I’d give a shout to Oban. One of the mainstream-ish Diageo ditilleries but the town itself is lovely with some great cafes, restaurants, twee shops etc and is one of the population centres in the area.

We stayed in a lovely airbnb up in the hills overlooking the town and had a beautiful coastal view every morning. We then went onto Mull - Tobermory is a very small place so I wouldn’t make it a destination. There is the opportunity to go to Iona, Staffa and Lunga to see Fingal’s cave, ‘Puffin Island’ and the most exquisite calm, quiet island of Iona.


One of my absolute highlights of a driving holiday around Scotland was a trip to the Isle of Skye where we stopped for lunch at an unassuming seafood shop tucked up on the hill behind the Talisker distillery. There’s no loos, just somewhere to wash your hands, but the seafood on offer (langoustines, lobsters, oysters…) was fresh and delicious, with picnic style benches looking over a beautiful loch. I remember another patron going back for a third lobster! The prices were pretty good. Looks like they’re still in operation Isle of Skye Oysters


still at the planning stage - will take all the suggestions here and ‘distill’ them down (did you see what I did there !?
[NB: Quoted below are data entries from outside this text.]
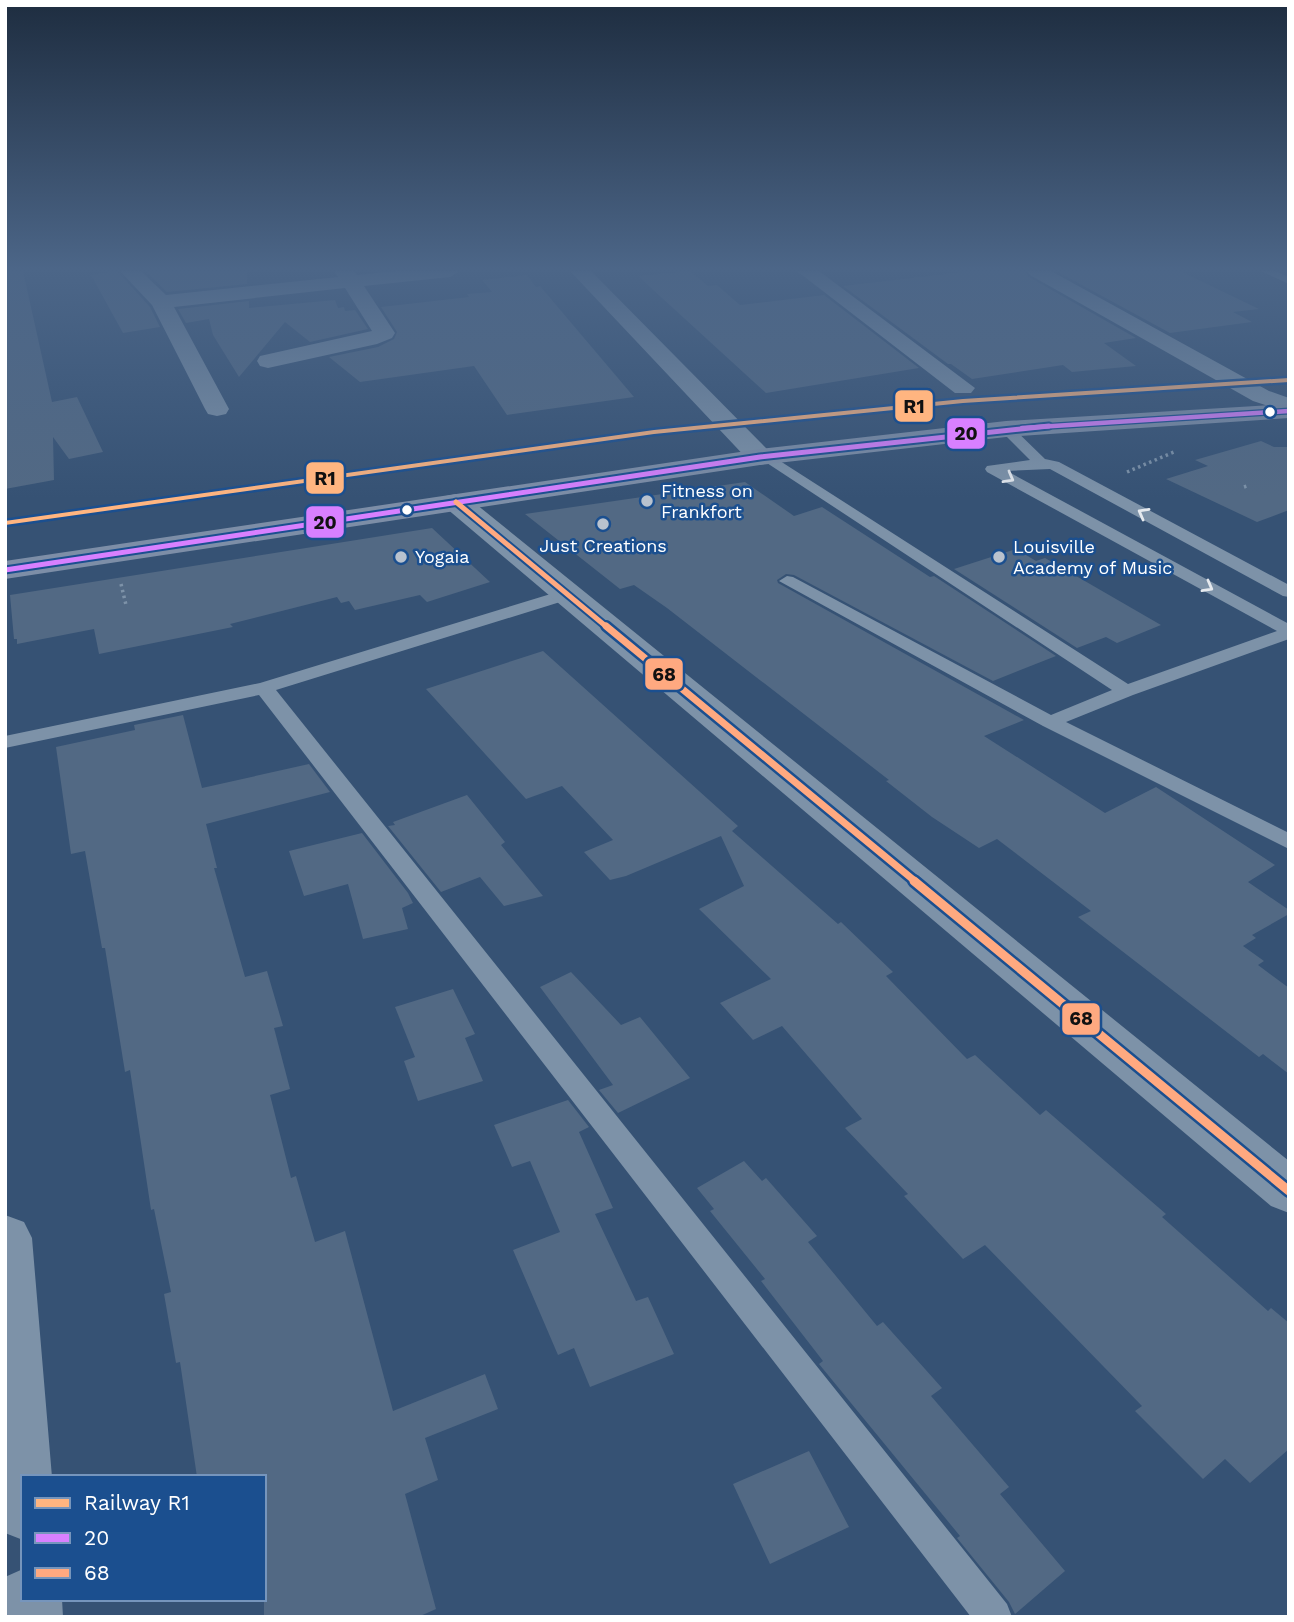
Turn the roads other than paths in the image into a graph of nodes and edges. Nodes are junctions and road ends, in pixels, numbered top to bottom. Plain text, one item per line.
1 (184, 347) edge
2 (333, 347) edge
3 (654, 347) edge
4 (908, 347) edge
5 (1173, 347) edge
6 (268, 361) dead end
7 (963, 388) dead end
8 (1289, 408) edge
9 (217, 409) dead end
10 (1006, 429) junction
11 (763, 457) junction
12 (1041, 463) junction
13 (456, 502) junction
14 (5, 570) edge
15 (787, 581) dead end
16 (1289, 592) edge
17 (567, 594) junction
18 (1289, 632) edge
19 (264, 688) junction
20 (1126, 691) junction
21 (1050, 722) junction
22 (5, 742) edge
23 (1289, 842) edge
24 (1289, 1191) edge
25 (5, 1238) edge
26 (21, 1479) edge
27 (994, 1617) edge

1 - 9 street
2 - 6 street
3 - 11 street
4 - 7 street
5 - 8 street
8 - 10 main road
10 - 11 main road
10 - 12 lane
11 - 13 main road
11 - 20 lane
16 -> 12 lane
12 -> 18 lane
13 - 14 main road
13 - 17 street
15 - 21 lane
17 - 19 lane
17 - 24 street
18 - 20 lane
19 - 22 lane
19 - 27 lane
20 - 21 lane
21 - 23 lane
25 - 26 street

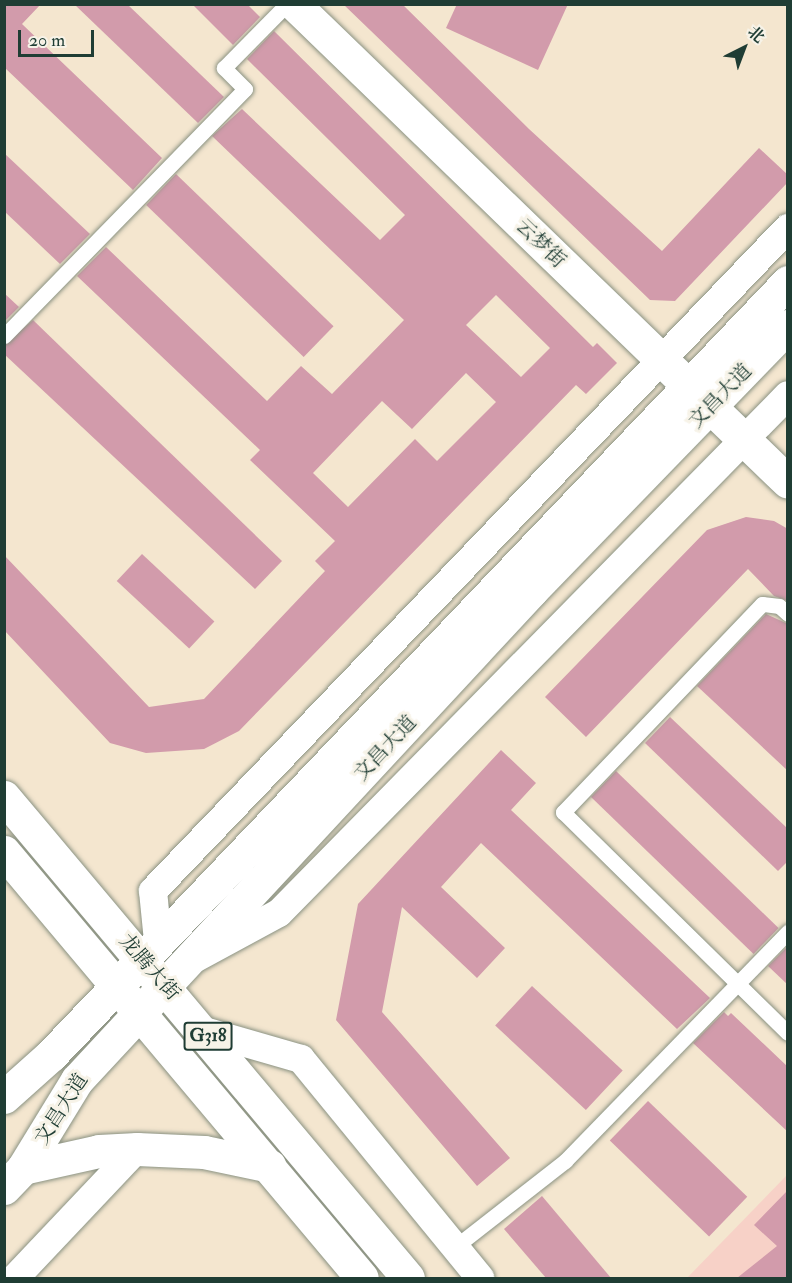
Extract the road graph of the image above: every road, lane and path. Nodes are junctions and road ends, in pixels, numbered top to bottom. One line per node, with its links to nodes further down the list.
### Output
1 (287, 4): 6 (lane)
2 (294, 4): 7 (main road, 云梦街)
3 (788, 228): 7 (street)
4 (788, 282): 9 (main road, 文昌大道)
5 (788, 326): 9 (main road, 文昌大道)
6 (4, 336)
7 (662, 360): 9 (main road, 云梦街); 16 (street)
8 (788, 395): 10 (street)
9 (699, 396): 10 (main road, 云梦街); 16 (main road, 文昌大道); 17 (main road, 文昌大道)
10 (744, 440): 11 (main road, 云梦街); 17 (street)
11 (788, 482)
12 (788, 614): 19 (lane)
13 (4, 797): 16 (main road, 龙腾大街 / G318)
14 (4, 852): 18 (main road, 龙腾大街 / G318)
15 (788, 932): 19 (lane)
16 (150, 949): 17 (main road, 龙腾大街 / G318); 18 (main road, 文昌大道)
17 (175, 975): 20 (main road, 文昌大道); 21 (main road, 龙腾大街 / G318)
18 (117, 984): 20 (main road, 龙腾大街 / G318); 23 (main road, 文昌大道)
19 (737, 984): 22 (lane); 27 (lane)
20 (141, 1012): 25 (main road, 龙腾大街 / G318); 26 (main road, 文昌大道)
21 (204, 1030): 27 (street); 30 (main road, 龙腾大街 / G318)
22 (788, 1033)
23 (4, 1097)
24 (137, 1149): 25 (main road); 26 (main road); 28 (street)
25 (270, 1166): 29 (main road, 龙腾大街 / G318)
26 (14, 1178)
27 (455, 1247): 31 (street)
28 (15, 1278)
29 (362, 1278)
30 (408, 1278)
31 (480, 1278)

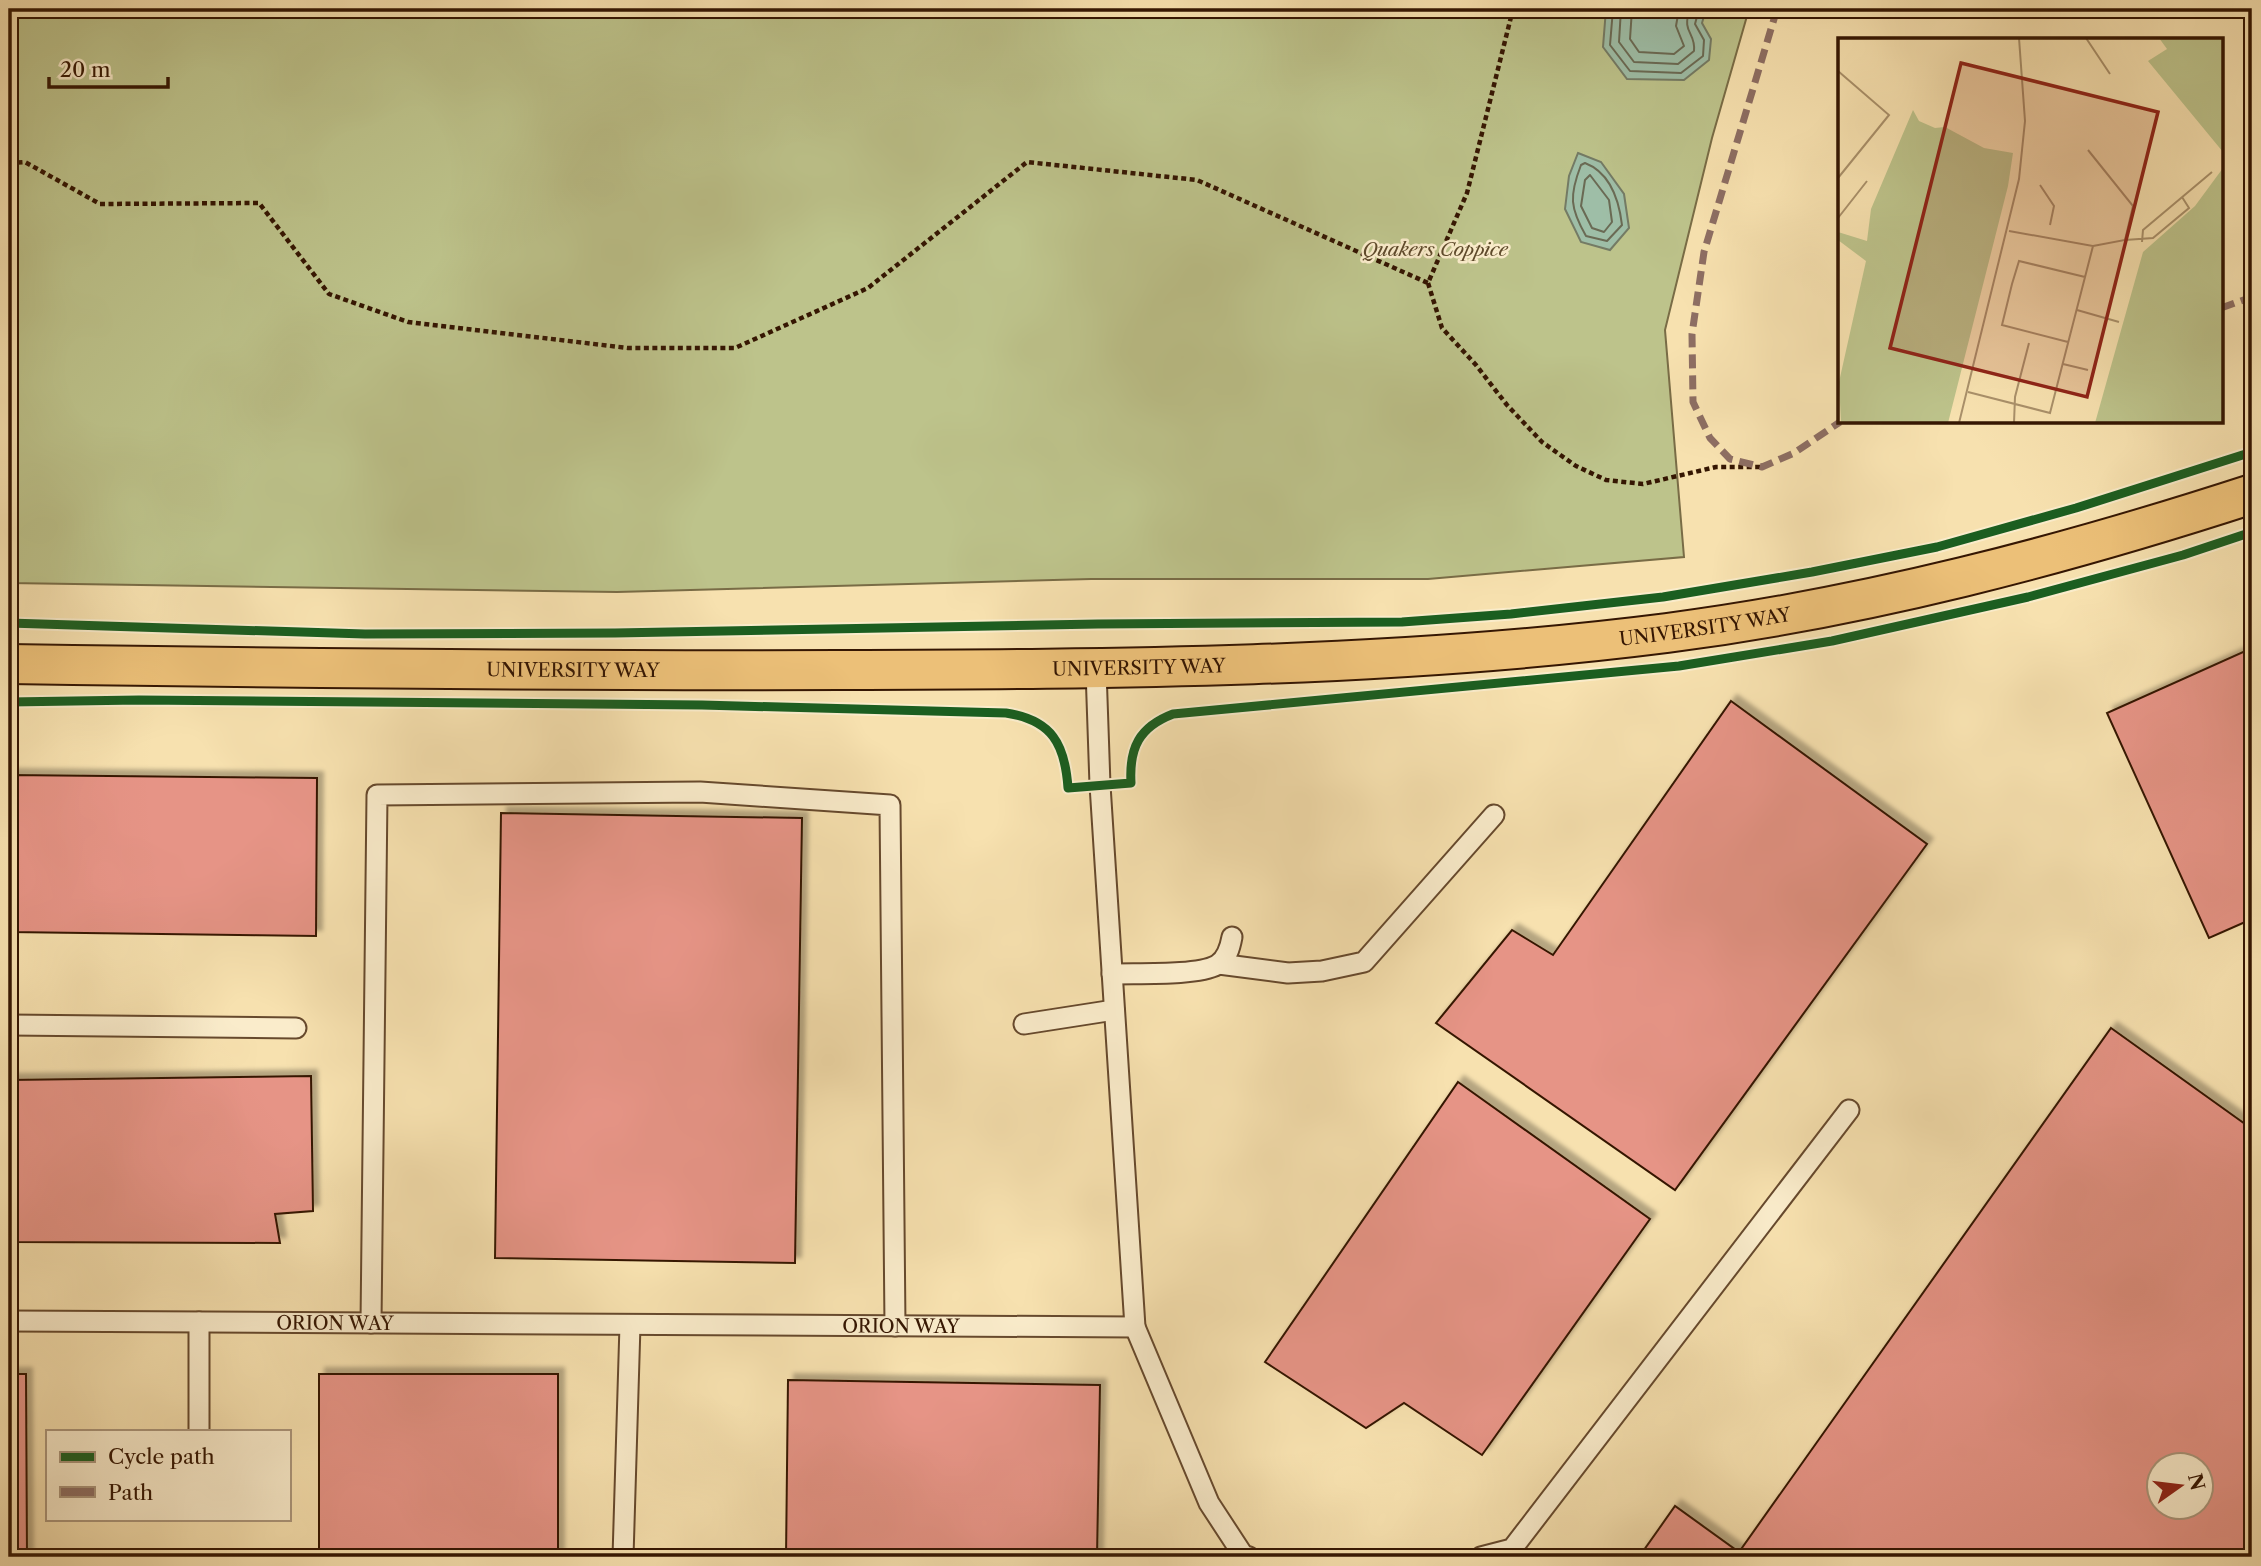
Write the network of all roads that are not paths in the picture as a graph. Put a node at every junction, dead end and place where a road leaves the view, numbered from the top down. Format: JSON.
{"nodes":[{"id":1,"x":2252,"y":494,"type":"edge"},
{"id":2,"x":9,"y":664,"type":"edge"},
{"id":3,"x":1096,"y":670,"type":"junction"},
{"id":4,"x":1494,"y":815,"type":"dead end"},
{"id":5,"x":1232,"y":937,"type":"dead end"},
{"id":6,"x":1219,"y":964,"type":"junction"},
{"id":7,"x":1112,"y":974,"type":"junction"},
{"id":8,"x":1114,"y":1010,"type":"junction"},
{"id":9,"x":1024,"y":1024,"type":"dead end"},
{"id":10,"x":9,"y":1025,"type":"edge"},
{"id":11,"x":296,"y":1028,"type":"dead end"},
{"id":12,"x":1849,"y":1110,"type":"dead end"},
{"id":13,"x":9,"y":1321,"type":"edge"},
{"id":14,"x":199,"y":1322,"type":"junction"},
{"id":15,"x":371,"y":1323,"type":"junction"},
{"id":16,"x":630,"y":1325,"type":"junction"},
{"id":17,"x":895,"y":1326,"type":"junction"},
{"id":18,"x":1135,"y":1327,"type":"junction"},
{"id":19,"x":199,"y":1430,"type":"edge"},
{"id":20,"x":623,"y":1557,"type":"edge"},
{"id":21,"x":1244,"y":1557,"type":"edge"},
{"id":22,"x":1481,"y":1557,"type":"edge"}],
"edges":[{"from":1,"to":3,"type":"highway","name":"UNIVERSITY WAY"},
{"from":2,"to":3,"type":"highway","name":"UNIVERSITY WAY"},
{"from":3,"to":7,"type":"lane"},
{"from":4,"to":6,"type":"lane"},
{"from":5,"to":6,"type":"lane"},
{"from":6,"to":7,"type":"lane"},
{"from":7,"to":8,"type":"lane"},
{"from":8,"to":9,"type":"lane"},
{"from":8,"to":18,"type":"lane"},
{"from":10,"to":11,"type":"lane"},
{"from":12,"to":22,"type":"lane"},
{"from":13,"to":14,"type":"lane","name":"ORION WAY"},
{"from":14,"to":15,"type":"lane","name":"ORION WAY"},
{"from":14,"to":19,"type":"lane"},
{"from":15,"to":16,"type":"lane","name":"ORION WAY"},
{"from":15,"to":17,"type":"lane"},
{"from":16,"to":17,"type":"lane","name":"ORION WAY"},
{"from":16,"to":20,"type":"lane"},
{"from":17,"to":18,"type":"lane","name":"ORION WAY"},
{"from":18,"to":21,"type":"lane"}]}
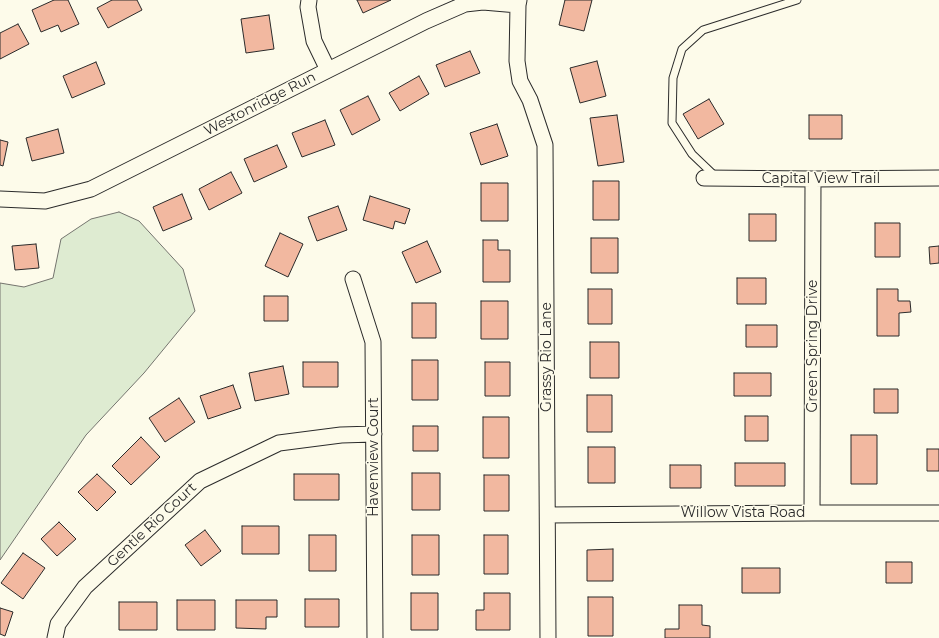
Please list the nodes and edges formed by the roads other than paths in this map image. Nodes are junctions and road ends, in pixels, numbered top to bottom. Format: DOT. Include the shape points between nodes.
graph roads {
  1 [pos="309,0"];
  2 [pos="798,0"];
  3 [pos="518,2"];
  4 [pos="328,70"];
  5 [pos="710,178"];
  6 [pos="939,178"];
  7 [pos="814,179"];
  8 [pos="0,199"];
  9 [pos="353,279"];
  10 [pos="374,434"];
  11 [pos="812,513"];
  12 [pos="939,513"];
  13 [pos="548,514"];
  14 [pos="55,638"];
  15 [pos="375,638"];
  16 [pos="548,638"];
  1 -- 4 [label="street" via="314,41"];
  2 -- 5 [label="lane" via="703,30 682,49 673,78 672,123"];
  3 -- 4 [label="street, Westonridge Run" via="465,4"];
  3 -- 13 [label="street, Grassy Rio Lane" via="517,61 520,81 530,100 545,145"];
  4 -- 8 [label="street, Westonridge Run" via="91,190 45,201"];
  5 -- 7 [label="street, Capital View Trail"];
  6 -- 7 [label="street, Capital View Trail"];
  7 -- 11 [label="street, Green Spring Drive"];
  9 -- 10 [label="street, Havenview Court" via="373,342"];
  10 -- 14 [label="street, Gentle Rio Court" via="341,435 279,443 200,481 85,587 58,624"];
  10 -- 15 [label="street, Havenview Court"];
  11 -- 12 [label="street, Willow Vista Road"];
  11 -- 13 [label="street, Willow Vista Road"];
  13 -- 16 [label="street, Grassy Rio Lane"];
}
If you manage to get to Orkney, take a tour of Highland Park, but otherwise there’s lots to see, the Churchill barriers, St. Magnus cathedral, Scapa flow. The beaches are stunning too so make sure you bring wetsuts.


I’d say if you can afford it then a combined whisky/wildlife tour is an idea. You often get to island-hop over 3-4 days and visit multiple distilleries, see some incredible wildlife with a guide and a bit more of the area than you would by yourself, chiefly as the local guide knows some excellent spots. We went to Mull with a guide and stayed with him and he took us round to see golden eagles, otters, rare birds etc. It can’t really be emphasised how close to nature you are - We woke up in the morning to get some coffee and saw a 7 foot stag at the kitchen looking in on us…really no more than a metre away separated by an inch of glass! Amazing! I’d definitely recommend going to Lunga and Staffa too. An island of about 4000 puffins who love humans as their predators don’t come and swoop for them when humans are about so they waddle right up to you and stand underneath you. Honestly, it’s like a Disney scene.

We went with this guy for a short 3 day stint and stayed on Oban first then Mull + excursions to the small islands. It’s purely wildlife, no whisky but there are conjoined tours, or those just focussing on Whisky.

He took us a the crack of dawn on Sunday to Iona before the tourist boats arrived. I can’t quite put into words the tranquility and peace you have sitting on a bench with a coffee on the island of a few 100 people, in the grounds of Britain’s first church, hearing some choir singing from within with the sun rising. Bliss.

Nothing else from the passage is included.